Republican officials have actively suppressed turnout among likely supporters of the opposition by eliminating voting locations and purging voter rolls, while the president has employed government resources for his campaign and encouraged rather than condemned violent extremists who hope to keep him in office. Trump has aggressively undermined the legitimacy of the election with dubious claims about widespread voter fraud, and he has repeatedly refused to commit to peacefully relinquishing power in the face of electoral defeat — his most fundamental and dangerous violation of democracy yet.

We’re often told that we should make a plan to vote. This is good advice, and we should work hard to defeat aspiring authoritarians at the polls. But we should also make a plan to protest. Citizens and civil society organizations must be prepared to organize and engage in disciplined, nonviolent mass action should the president and his allies manipulate the election or refuse to accept defeat.
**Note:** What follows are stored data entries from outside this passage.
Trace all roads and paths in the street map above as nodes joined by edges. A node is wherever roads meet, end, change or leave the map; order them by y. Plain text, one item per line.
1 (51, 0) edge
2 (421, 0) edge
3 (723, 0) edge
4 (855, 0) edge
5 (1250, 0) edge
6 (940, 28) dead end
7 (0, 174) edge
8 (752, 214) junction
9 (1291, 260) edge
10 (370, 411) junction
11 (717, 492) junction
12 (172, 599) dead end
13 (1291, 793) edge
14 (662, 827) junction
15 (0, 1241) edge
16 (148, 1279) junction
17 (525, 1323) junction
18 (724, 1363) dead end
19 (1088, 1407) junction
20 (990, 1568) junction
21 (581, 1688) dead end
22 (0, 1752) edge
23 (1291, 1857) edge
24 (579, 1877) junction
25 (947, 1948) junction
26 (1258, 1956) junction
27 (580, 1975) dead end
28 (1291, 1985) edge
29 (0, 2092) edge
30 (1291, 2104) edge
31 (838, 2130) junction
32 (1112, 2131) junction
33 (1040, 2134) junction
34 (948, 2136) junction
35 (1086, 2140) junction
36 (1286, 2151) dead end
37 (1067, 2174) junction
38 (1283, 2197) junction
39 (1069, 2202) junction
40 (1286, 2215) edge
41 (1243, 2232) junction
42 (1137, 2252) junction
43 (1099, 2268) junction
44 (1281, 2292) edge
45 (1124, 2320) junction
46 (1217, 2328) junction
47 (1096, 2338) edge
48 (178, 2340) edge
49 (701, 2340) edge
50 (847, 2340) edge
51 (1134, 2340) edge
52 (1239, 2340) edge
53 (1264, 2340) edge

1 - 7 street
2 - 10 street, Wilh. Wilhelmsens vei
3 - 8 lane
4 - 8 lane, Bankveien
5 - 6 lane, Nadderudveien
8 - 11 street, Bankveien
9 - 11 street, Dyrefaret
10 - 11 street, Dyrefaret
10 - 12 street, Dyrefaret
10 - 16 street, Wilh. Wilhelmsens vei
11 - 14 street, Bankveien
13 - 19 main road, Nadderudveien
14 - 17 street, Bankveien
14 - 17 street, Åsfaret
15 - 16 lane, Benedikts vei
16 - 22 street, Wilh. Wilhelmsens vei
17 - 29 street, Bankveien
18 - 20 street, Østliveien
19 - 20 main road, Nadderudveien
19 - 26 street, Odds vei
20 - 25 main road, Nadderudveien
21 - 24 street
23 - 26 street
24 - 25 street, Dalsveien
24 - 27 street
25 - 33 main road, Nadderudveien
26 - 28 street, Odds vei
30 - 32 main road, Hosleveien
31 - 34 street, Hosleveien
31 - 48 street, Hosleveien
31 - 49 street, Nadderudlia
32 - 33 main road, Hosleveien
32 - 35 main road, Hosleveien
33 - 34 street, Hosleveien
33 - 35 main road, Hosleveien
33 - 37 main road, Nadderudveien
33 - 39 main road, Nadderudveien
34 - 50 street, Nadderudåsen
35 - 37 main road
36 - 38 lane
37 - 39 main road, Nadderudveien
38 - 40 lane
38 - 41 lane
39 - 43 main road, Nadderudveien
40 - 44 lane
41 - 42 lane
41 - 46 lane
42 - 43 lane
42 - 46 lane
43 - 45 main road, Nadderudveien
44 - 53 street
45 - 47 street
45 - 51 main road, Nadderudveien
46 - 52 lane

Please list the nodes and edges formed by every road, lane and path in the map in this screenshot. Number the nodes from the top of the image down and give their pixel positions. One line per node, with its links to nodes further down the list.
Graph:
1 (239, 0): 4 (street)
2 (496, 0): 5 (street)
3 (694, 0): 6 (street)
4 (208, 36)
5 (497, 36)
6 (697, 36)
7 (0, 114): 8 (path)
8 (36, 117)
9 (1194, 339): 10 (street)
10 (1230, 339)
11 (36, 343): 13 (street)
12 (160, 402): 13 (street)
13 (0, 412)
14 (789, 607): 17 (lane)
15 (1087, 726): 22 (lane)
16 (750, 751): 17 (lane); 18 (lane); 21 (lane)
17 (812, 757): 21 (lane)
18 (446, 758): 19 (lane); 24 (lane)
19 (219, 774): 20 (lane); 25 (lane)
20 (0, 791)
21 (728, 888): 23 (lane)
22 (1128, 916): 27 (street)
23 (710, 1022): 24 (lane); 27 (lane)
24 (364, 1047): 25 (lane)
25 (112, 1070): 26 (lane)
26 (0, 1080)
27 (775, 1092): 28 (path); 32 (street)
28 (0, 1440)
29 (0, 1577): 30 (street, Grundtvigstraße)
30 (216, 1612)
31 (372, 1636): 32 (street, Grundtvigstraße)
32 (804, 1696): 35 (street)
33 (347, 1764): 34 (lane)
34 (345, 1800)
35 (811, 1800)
If the president is willing to disregard the will of the majority of voters, what good would protesting do? In situations like this, supporters of the incumbent are often divided between what political scientists call “hard-liners’’ and “soft-liners.’’ Hard-liners will back the incumbent no matter what. But soft-liners can be convinced to compromise with the opposition, or to abandon the regime altogether. Protests can provoke a split between these groups, peeling away government officials who might otherwise back the incumbent’s refusal to cede power. We’ve seen these dynamics at work in the Philippines in 1986, Ukraine in 2004, Tunisia in 2011, and other countries around the world.

Barring an indisputable landslide on election night, Trump appears likely to contest the results. He will claim rampant voter fraud. He will demand that the courts and the Justice Department intercede on his behalf. And he will wink and nod at the armed extremists currently occupying the fringe of his base. Some of his Republican enablers — the hard-liners — will cheer him on. But if enough citizens mobilize to demand that their votes be counted, soft-liners may start to see the writing on the wall and come to believe that the costs of rejecting the outcome of the election are greater than the benefits of clinging to power. If their loyalties shift, Trump’s attacks on the democratic process will become harder and harder to sustain.

Protests can serve other purposes as well. They can convey popular opinion to the courts and other institutions, potentially swaying judicial decisions. They can also generate broader sympathy for the movement, especially when conducted peacefully. Holding firm to a strategy of nonviolence in the face of threats or attacks is an extraordinary challenge, but it may be key to a movement’s success. The Selma-to-Montgomery march in 1965, for example, is widely credited with finally pushing President Lyndon Johnson and Congress to pass the Voting Rights Act. In that case, Martin Luther King Jr. and his associates knew that a violent response to their peaceful protest was likely. But they also knew that brutality might induce sympathy from white moderates, whom King had identified as the primary obstacle to the movement’s goals. They were right.

To be clear, we hope to see an election in which all Americans can cast their votes free of intimidation, all votes are counted, and the loser accepts the results. But hope is not a plan. Find out which organizations are likely to help mobilize protests in your area. Ensure that they’re committed to nonviolence. Get on their mailing lists, follow them on social media, and attend their meetings, if you can. Then make a plan to peacefully protest, if necessary — just like you make a plan to vote. We simply cannot rely on our increasingly fragile institutions to preserve our democracy. We must prepare to do it ourselves.

Robert Blair is assistant professor of political science and international and public affairs at Brown University and coordinator of the Democratic Erosion consortium. Steven Rosenzweig is assistant professor of political science at Boston University and a member of the consortium.